Discovering Sculpture at Southey Green Primary
In early July, Southey Green Primary invited me to work with their Reception pupils on their summer terms art topic - Art Attack. For this topic they were exploring and experimenting using different tools, joining techniques, their imagination and different materials to create artworks. In the glorious sunshine, pupils joined me in their outdoor classroom to be introduced to 'Sculpture', something the majority of children hadn't heard of before.

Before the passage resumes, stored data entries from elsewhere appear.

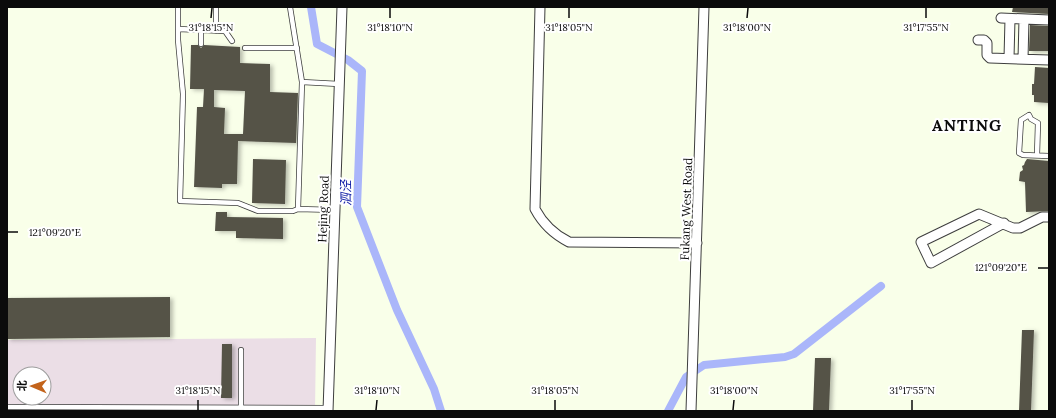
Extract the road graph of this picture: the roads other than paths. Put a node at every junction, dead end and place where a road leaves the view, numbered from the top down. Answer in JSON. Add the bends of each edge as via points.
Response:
{"nodes":[{"id":1,"x":178,"y":7,"type":"edge"},
{"id":2,"x":216,"y":7,"type":"edge"},
{"id":3,"x":290,"y":7,"type":"edge"},
{"id":4,"x":342,"y":7,"type":"edge"},
{"id":5,"x":540,"y":7,"type":"edge"},
{"id":6,"x":704,"y":7,"type":"edge"},
{"id":7,"x":1024,"y":19,"type":"junction"},
{"id":8,"x":1049,"y":20,"type":"edge"},
{"id":9,"x":178,"y":30,"type":"junction"},
{"id":10,"x":201,"y":30,"type":"junction"},
{"id":11,"x":216,"y":31,"type":"junction"},
{"id":12,"x":978,"y":40,"type":"dead end"},
{"id":13,"x":232,"y":41,"type":"dead end"},
{"id":14,"x":201,"y":44,"type":"dead end"},
{"id":15,"x":246,"y":48,"type":"dead end"},
{"id":16,"x":297,"y":48,"type":"junction"},
{"id":17,"x":1009,"y":58,"type":"junction"},
{"id":18,"x":1023,"y":59,"type":"junction"},
{"id":19,"x":1049,"y":60,"type":"edge"},
{"id":20,"x":302,"y":82,"type":"junction"},
{"id":21,"x":339,"y":84,"type":"junction"},
{"id":22,"x":1037,"y":155,"type":"junction"},
{"id":23,"x":1049,"y":156,"type":"edge"},
{"id":24,"x":298,"y":209,"type":"junction"},
{"id":25,"x":335,"y":210,"type":"junction"},
{"id":26,"x":1049,"y":217,"type":"edge"},
{"id":27,"x":1004,"y":224,"type":"junction"},
{"id":28,"x":697,"y":244,"type":"junction"},
{"id":29,"x":241,"y":350,"type":"dead end"},
{"id":30,"x":7,"y":407,"type":"edge"},
{"id":31,"x":241,"y":409,"type":"edge"},
{"id":32,"x":328,"y":410,"type":"edge"},
{"id":33,"x":691,"y":411,"type":"edge"}],
"edges":[{"from":1,"to":9,"type":"lane"},
{"from":2,"to":11,"type":"lane"},
{"from":3,"to":16,"type":"lane"},
{"from":4,"to":21,"type":"street","name":"Hejing Road"},
{"from":5,"to":28,"type":"street","via":[[535,209],[542,222],[558,237],[569,242]]},
{"from":6,"to":28,"type":"street","name":"Fukang West Road"},
{"from":7,"to":8,"type":"street"},
{"from":7,"to":17,"type":"street","via":[[1006,18]]},
{"from":7,"to":18,"type":"street"},
{"from":9,"to":10,"type":"lane"},
{"from":9,"to":24,"type":"lane","via":[[183,94],[180,201],[238,204],[258,211]]},
{"from":10,"to":11,"type":"lane"},
{"from":10,"to":14,"type":"lane"},
{"from":11,"to":13,"type":"lane","via":[[226,31]]},
{"from":12,"to":17,"type":"street","via":[[984,40],[987,44],[987,55],[990,58]]},
{"from":15,"to":16,"type":"lane"},
{"from":16,"to":20,"type":"lane"},
{"from":17,"to":18,"type":"street"},
{"from":18,"to":19,"type":"street"},
{"from":20,"to":21,"type":"lane"},
{"from":20,"to":24,"type":"lane"},
{"from":21,"to":25,"type":"street","name":"Hejing Road"},
{"from":22,"to":22,"type":"lane","via":[[1019,153],[1021,120],[1029,115],[1038,123]]},
{"from":22,"to":23,"type":"lane"},
{"from":24,"to":25,"type":"lane"},
{"from":25,"to":32,"type":"street","name":"Hejing Road"},
{"from":26,"to":27,"type":"street","via":[[1042,216],[1020,228]]},
{"from":27,"to":27,"type":"street","via":[[931,263],[921,242],[979,214]]},
{"from":28,"to":33,"type":"street","name":"Fukang West Road"},
{"from":29,"to":31,"type":"lane"},
{"from":30,"to":31,"type":"lane"},
{"from":31,"to":32,"type":"lane"}]}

Working in small groups they had the chance to look at images of famous sculptures, ranging in materials, subject matters and colours. They then chose a sculpture to try and recreate in the array of materials I provided - from plant pots to mop heads, drainpipes to telephone wires, cotton reels to dog bowls. To get them started I encouraged them to focus in on shapes and colours they recognised, gathering materials and making collaborative decisions, before allowing their brilliant imaginations to run wild and complete their masterpieces.
The array of outcomes was incredible, some pupils were drawn to sculptures of things they recognised like Yayoi Kusama's 'Flowers that Bloom' compared to other pupils who were drawn to more abstract pieces like Eva Rothschild's 'Wandering Palm'.
They all captured an essence of the original artworks but what really shone through was how they stood with such brilliance and confidence alone, and illustrated how quickly the pupils had picked up and embraced the magic of making sculpture!
Having time to reflect on what they have created, is a key element to my workshops, so when they had finished I encouraged pupils to draw their sculptures, by way of documenting them. I also allocated time for us to move round the space as a whole class to look at each others work. Pupils in each group were given the opportunity to talk about their sculptures and experience of the workshop with a recurring comment being "I am proud of what I have made".
I look forward to being able to take this workshop to another school to introduce sculpture to even more young minds or even see how the workshop would be interpreted in an higher key stage, where making processes can be explored further.